He, on the other hand, remembers Dad going all funny because of a bird.
Parents !

:-)

------
enraged_camel
The more I disconnect from various information sources, the more I realize how
utterly unnecessary they were to begin with.

It started with quitting Facebook back in February. After going through a
short withdrawal, I deeply appreciated the "silence" that came from not
knowing every single thing about every single "friend" I had on there. These
days, not having Facebook is just a minor inconvenience: sometimes I don't
find out about upcoming events until the last minute. But even that seems to
happen less and less often, as my friends find out I don't have FB and the
ones who are my _real_ friends make sure to invite me via email or SMS.
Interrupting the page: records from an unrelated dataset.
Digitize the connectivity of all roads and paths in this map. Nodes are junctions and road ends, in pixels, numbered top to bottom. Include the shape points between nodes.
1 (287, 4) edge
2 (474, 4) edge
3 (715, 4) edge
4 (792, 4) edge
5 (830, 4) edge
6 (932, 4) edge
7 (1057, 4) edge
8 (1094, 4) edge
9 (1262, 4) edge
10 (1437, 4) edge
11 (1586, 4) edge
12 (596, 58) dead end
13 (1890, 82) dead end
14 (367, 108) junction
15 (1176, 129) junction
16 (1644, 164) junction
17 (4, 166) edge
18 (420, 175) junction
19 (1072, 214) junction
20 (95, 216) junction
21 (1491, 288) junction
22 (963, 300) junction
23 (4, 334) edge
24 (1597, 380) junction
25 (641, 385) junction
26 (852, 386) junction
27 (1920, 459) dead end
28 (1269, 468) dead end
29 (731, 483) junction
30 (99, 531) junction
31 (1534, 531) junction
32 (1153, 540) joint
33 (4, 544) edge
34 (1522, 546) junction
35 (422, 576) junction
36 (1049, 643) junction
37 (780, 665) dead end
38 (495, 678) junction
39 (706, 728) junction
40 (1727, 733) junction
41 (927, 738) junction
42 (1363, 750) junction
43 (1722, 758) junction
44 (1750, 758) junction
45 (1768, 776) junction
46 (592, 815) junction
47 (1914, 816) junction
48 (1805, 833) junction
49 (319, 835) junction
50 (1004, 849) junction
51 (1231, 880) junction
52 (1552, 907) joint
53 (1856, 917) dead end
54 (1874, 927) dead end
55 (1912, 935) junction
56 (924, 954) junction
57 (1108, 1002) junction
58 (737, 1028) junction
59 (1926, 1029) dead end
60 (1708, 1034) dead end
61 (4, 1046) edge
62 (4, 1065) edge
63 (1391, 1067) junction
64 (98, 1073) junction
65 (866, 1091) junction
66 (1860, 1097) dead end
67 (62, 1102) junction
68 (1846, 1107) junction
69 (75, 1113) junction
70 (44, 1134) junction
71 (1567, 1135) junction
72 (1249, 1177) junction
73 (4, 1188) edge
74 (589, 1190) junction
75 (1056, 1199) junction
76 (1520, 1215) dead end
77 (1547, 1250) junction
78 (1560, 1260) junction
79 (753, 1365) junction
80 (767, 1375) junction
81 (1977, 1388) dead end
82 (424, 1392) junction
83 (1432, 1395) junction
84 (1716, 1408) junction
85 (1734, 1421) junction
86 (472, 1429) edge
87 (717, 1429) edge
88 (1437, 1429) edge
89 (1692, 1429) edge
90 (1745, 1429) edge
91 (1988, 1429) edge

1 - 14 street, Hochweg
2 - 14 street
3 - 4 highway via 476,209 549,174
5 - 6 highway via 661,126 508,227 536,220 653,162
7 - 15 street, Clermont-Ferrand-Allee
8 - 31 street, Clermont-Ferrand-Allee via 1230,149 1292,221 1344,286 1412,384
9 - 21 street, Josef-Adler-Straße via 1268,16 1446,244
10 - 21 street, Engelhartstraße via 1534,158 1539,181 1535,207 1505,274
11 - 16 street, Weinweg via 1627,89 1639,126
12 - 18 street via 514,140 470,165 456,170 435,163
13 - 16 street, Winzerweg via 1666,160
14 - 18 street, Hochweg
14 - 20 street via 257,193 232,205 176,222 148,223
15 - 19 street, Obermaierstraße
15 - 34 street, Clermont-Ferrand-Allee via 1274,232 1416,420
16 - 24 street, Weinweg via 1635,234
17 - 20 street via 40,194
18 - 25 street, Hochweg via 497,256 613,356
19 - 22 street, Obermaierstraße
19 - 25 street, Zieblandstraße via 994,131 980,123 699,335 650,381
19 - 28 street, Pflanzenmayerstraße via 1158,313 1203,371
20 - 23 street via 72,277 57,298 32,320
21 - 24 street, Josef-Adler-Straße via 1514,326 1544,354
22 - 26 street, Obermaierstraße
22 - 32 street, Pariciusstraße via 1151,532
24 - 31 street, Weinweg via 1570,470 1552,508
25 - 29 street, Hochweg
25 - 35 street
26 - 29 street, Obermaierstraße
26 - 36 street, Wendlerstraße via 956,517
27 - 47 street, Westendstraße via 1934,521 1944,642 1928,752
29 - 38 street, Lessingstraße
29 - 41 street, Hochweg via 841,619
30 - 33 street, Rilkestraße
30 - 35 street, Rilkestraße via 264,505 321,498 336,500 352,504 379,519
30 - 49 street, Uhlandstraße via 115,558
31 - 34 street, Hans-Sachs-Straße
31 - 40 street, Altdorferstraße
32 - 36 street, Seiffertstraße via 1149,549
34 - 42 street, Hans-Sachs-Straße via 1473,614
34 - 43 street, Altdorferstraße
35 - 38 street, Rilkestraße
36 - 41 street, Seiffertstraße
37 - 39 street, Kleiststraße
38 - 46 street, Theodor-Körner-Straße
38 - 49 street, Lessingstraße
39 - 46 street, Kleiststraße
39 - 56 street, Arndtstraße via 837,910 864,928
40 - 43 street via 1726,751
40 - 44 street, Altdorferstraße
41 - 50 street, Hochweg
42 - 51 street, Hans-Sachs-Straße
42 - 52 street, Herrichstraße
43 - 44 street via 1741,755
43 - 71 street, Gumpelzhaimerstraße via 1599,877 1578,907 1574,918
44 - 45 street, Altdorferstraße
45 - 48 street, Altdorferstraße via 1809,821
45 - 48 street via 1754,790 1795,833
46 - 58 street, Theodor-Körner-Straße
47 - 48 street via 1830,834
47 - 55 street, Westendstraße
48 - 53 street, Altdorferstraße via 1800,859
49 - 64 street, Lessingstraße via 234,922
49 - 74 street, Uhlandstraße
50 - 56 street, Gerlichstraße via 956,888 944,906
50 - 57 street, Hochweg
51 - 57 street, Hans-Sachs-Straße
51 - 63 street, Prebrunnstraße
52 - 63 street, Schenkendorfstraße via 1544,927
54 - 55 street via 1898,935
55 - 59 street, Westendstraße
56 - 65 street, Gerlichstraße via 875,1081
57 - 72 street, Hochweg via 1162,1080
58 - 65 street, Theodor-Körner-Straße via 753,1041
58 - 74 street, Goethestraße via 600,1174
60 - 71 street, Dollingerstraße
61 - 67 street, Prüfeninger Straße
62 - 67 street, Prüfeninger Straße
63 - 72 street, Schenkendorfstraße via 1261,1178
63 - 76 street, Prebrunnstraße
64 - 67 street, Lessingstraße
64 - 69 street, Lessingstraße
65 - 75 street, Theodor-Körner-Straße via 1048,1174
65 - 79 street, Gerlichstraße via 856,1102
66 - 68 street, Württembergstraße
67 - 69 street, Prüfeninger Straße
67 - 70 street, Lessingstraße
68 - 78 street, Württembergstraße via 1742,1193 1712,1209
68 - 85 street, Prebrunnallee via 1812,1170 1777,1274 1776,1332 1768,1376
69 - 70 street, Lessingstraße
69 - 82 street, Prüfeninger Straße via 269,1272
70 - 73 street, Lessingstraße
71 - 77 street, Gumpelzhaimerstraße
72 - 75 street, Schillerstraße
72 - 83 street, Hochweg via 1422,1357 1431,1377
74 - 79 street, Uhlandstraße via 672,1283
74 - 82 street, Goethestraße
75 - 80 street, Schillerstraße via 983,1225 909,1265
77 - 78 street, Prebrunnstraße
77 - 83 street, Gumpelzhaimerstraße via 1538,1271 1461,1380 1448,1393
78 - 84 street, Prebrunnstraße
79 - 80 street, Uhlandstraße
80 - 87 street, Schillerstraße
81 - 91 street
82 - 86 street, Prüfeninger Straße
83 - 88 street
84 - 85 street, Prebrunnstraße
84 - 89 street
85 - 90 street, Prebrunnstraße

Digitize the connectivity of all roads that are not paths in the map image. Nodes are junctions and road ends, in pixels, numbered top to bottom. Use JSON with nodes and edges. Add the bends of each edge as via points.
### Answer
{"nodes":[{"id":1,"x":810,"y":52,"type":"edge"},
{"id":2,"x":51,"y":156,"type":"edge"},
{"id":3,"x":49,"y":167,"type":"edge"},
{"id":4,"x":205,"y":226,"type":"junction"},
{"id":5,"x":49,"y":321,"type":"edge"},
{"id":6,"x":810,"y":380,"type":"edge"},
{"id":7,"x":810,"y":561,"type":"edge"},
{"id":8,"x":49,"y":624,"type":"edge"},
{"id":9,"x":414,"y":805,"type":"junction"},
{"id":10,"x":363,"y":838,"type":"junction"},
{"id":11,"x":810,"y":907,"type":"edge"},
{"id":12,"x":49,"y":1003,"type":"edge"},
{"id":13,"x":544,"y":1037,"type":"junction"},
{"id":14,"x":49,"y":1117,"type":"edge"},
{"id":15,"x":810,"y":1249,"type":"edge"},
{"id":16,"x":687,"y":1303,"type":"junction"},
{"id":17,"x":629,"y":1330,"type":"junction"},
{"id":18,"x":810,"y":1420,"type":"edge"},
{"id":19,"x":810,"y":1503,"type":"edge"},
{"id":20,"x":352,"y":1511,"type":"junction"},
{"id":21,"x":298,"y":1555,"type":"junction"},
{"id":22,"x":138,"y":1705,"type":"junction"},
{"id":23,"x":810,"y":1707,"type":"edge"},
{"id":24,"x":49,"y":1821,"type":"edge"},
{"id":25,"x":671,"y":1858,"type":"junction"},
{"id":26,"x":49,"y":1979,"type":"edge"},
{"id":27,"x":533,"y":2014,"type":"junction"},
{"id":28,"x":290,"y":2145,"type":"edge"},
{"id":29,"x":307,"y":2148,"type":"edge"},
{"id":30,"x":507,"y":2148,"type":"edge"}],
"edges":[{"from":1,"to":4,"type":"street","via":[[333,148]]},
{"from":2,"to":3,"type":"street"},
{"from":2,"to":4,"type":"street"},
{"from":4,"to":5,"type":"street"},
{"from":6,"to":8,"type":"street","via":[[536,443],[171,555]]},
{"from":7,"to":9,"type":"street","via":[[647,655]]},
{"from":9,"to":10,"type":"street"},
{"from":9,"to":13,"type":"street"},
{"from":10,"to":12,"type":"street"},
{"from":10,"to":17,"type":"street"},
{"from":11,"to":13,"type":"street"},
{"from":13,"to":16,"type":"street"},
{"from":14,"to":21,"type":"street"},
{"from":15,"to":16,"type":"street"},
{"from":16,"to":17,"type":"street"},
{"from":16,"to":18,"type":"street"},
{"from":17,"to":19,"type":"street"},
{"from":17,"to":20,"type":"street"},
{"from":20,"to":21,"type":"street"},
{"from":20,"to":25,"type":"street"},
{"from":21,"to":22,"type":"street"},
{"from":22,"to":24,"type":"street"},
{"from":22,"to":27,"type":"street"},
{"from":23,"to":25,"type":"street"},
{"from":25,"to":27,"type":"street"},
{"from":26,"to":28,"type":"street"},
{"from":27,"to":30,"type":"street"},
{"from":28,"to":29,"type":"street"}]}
Then I implemented GTD for work email. I use Outlook (sad face) so I disabled
the utterly annoying desktop notifications, then went from checking email
every few minutes (out of habit) and responding to every email then and there,
to checking email twice a day and responding to emails en masse. At first I
thought people would be annoyed by not receiving email responses right away,
but then realized that's what instant messages are for. With personal email I
was more brutal: I disabled push notifications on my iPhone, and started
checking it once every other day.

With iOS 6, I've been experimenting with keeping my phone on DND mode most of
the day. I changed my voice-mail message to say that I only answer calls
between 6pm and 9pm, and tell them that if it's urgent, they can call me again
within 3 minutes to override DND mode. I've found that most people don't in
fact have anything urgent (maybe they realize it wasn't urgent after hearing
my VM message) so that seems to be going pretty well also.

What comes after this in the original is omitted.